Decomposing Hard SAT Instances with Metaheuristic Optimization

In the article, within the framework of the Boolean Satisfiability problem (SAT), the problem of estimating the hardness of specific Boolean formulas w.r.t. a specific complete SAT solving algorithm is considered. Based on the well-known Strong Backdoor Set (SBS) concept, we introduce the notion of decomposition hardness (d-hardness). If \(B\) is an arbitrary subset of the set of variables occurring in a SAT formula \(C\), and \(A\) is an arbitrary complete SAT solver , then the d-hardness expresses an estimate of the hardness of \(C\) w.r.t. \(A\) and \(B\). We show that the d-hardness of \(C\) w.r.t. a particular \(B\) can be expressed in terms of the expected value of a special random variable associated with \(A\), \(B\), and \(C\). For its computational evaluation, algorithms based on the Monte Carlo method can be used.
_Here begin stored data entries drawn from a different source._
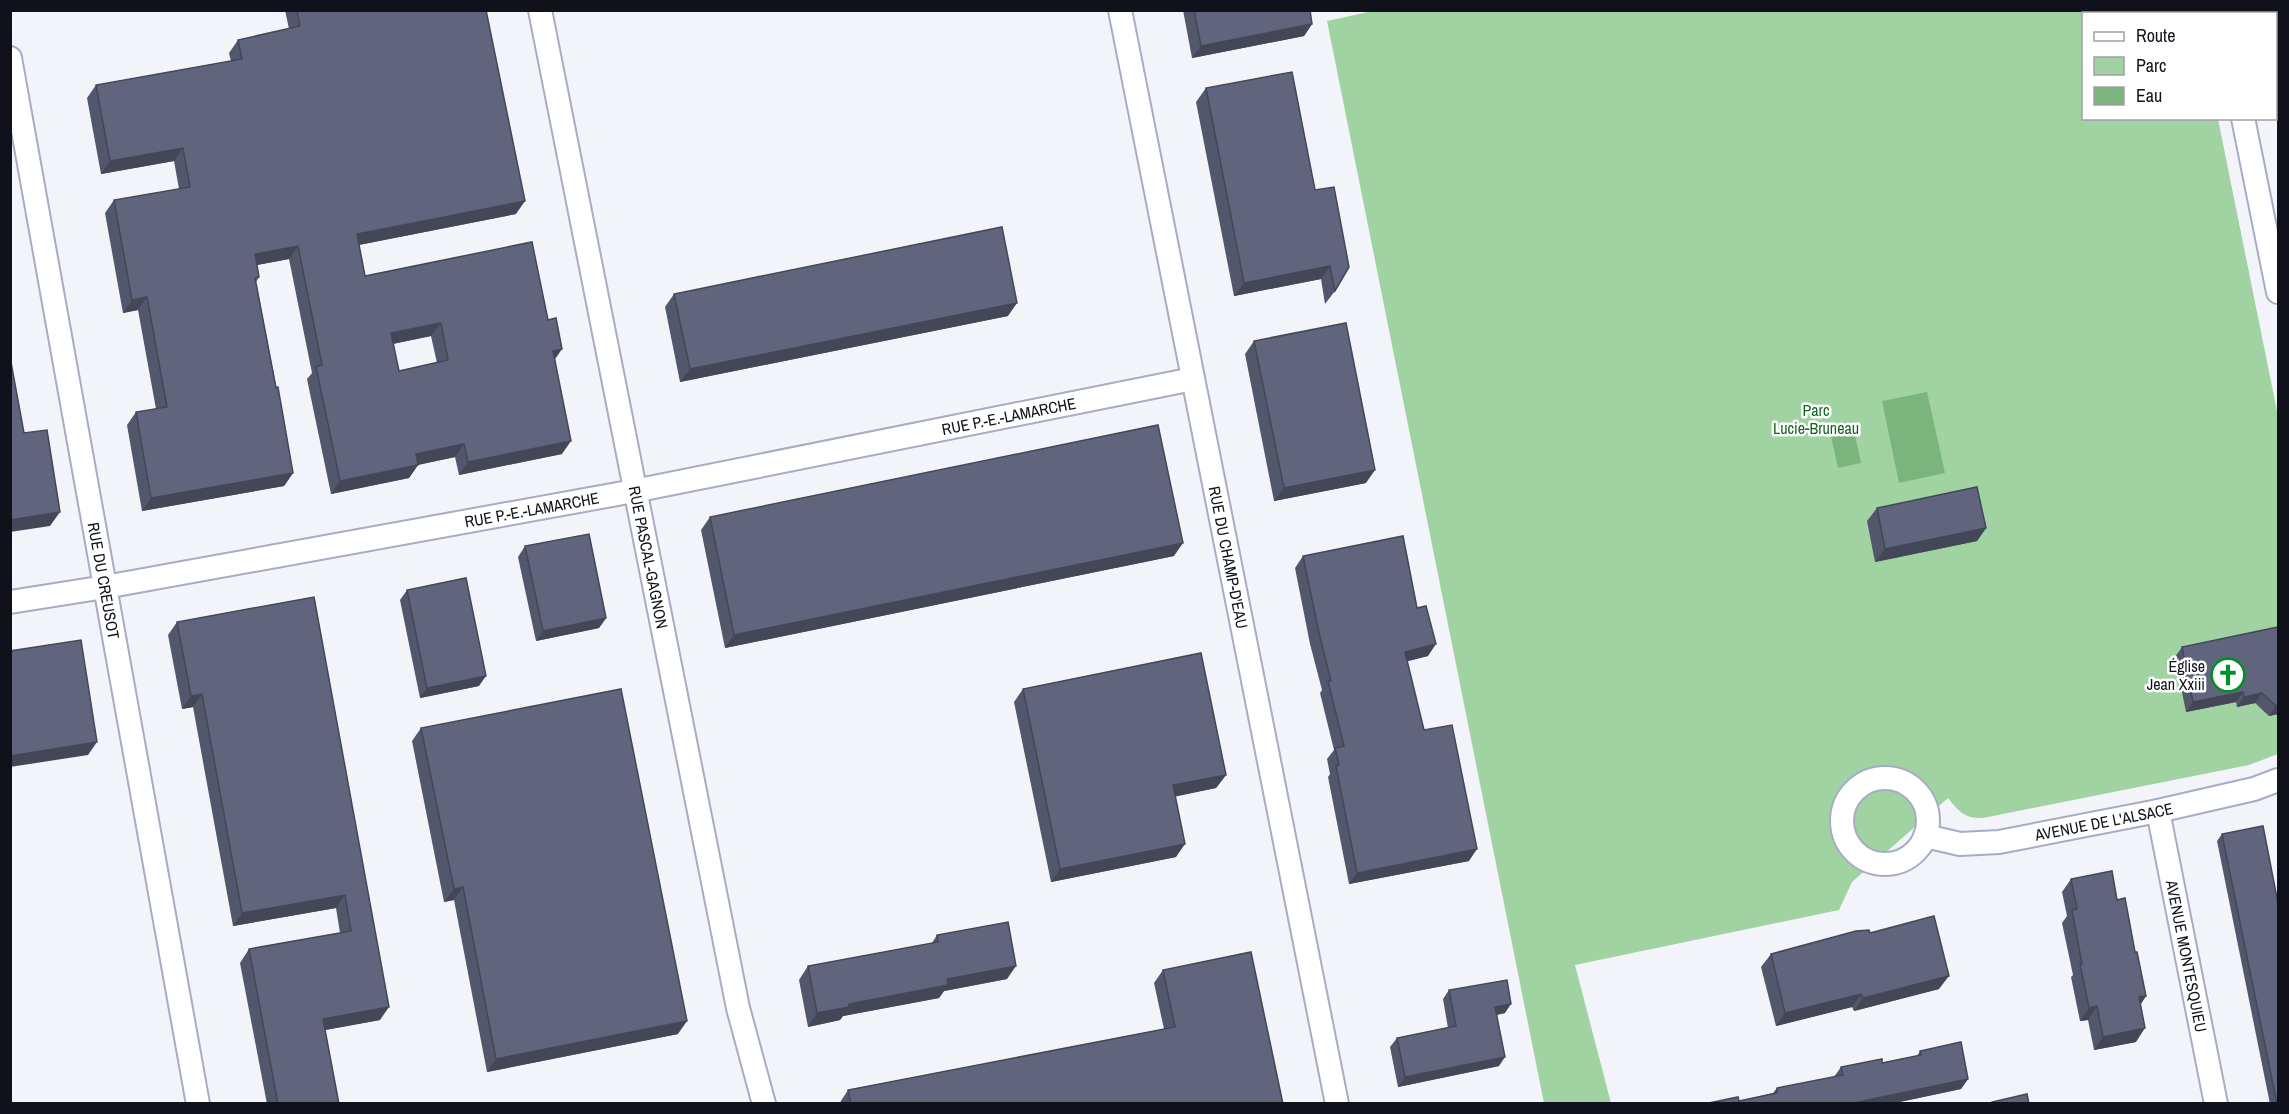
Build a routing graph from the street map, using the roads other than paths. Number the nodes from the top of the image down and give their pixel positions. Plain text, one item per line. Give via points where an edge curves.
1 (540, 10) edge
2 (1120, 10) edge
3 (10, 58) edge
4 (2243, 120) edge
5 (2278, 292) edge
6 (1193, 379) junction
7 (634, 491) junction
8 (105, 587) junction
9 (10, 602) edge
10 (2278, 780) edge
11 (2157, 811) junction
12 (1925, 836) dead end
13 (198, 1104) edge
14 (764, 1104) edge
15 (1337, 1104) edge
16 (2216, 1104) edge

1 - 7 street, RUE PASCAL-GAGNON
2 - 6 street, RUE DU CHAMP-D'EAU
3 - 8 street, RUE DU CREUSOT
4 - 5 street
6 - 7 street, RUE P.-E.-LAMARCHE
6 - 15 street, RUE DU CHAMP-D'EAU
7 - 8 street, RUE P.-E.-LAMARCHE
7 - 14 street, RUE PASCAL-GAGNON via 738,1008
8 - 9 street, RUE P.-E.-LAMARCHE
8 - 13 street, RUE DU CREUSOT
10 - 11 street, AVENUE DE L'ALSACE
11 - 12 street, AVENUE DE L'ALSACE via 1999,842 1960,844
11 - 16 street, AVENUE MONTESQUIEU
The problem of finding \(B\) with the minimum value of d-hardness is formulated as an optimization problem for a pseudo-Boolean function whose values are calculated as a result of a probabilistic experiment. To minimize this function, we use evolutionary algorithms. In the experimental part, we demonstrate the applicability of the concept of d-hardness and the methods of its estimation to solving hard unsatisfiable SAT instances.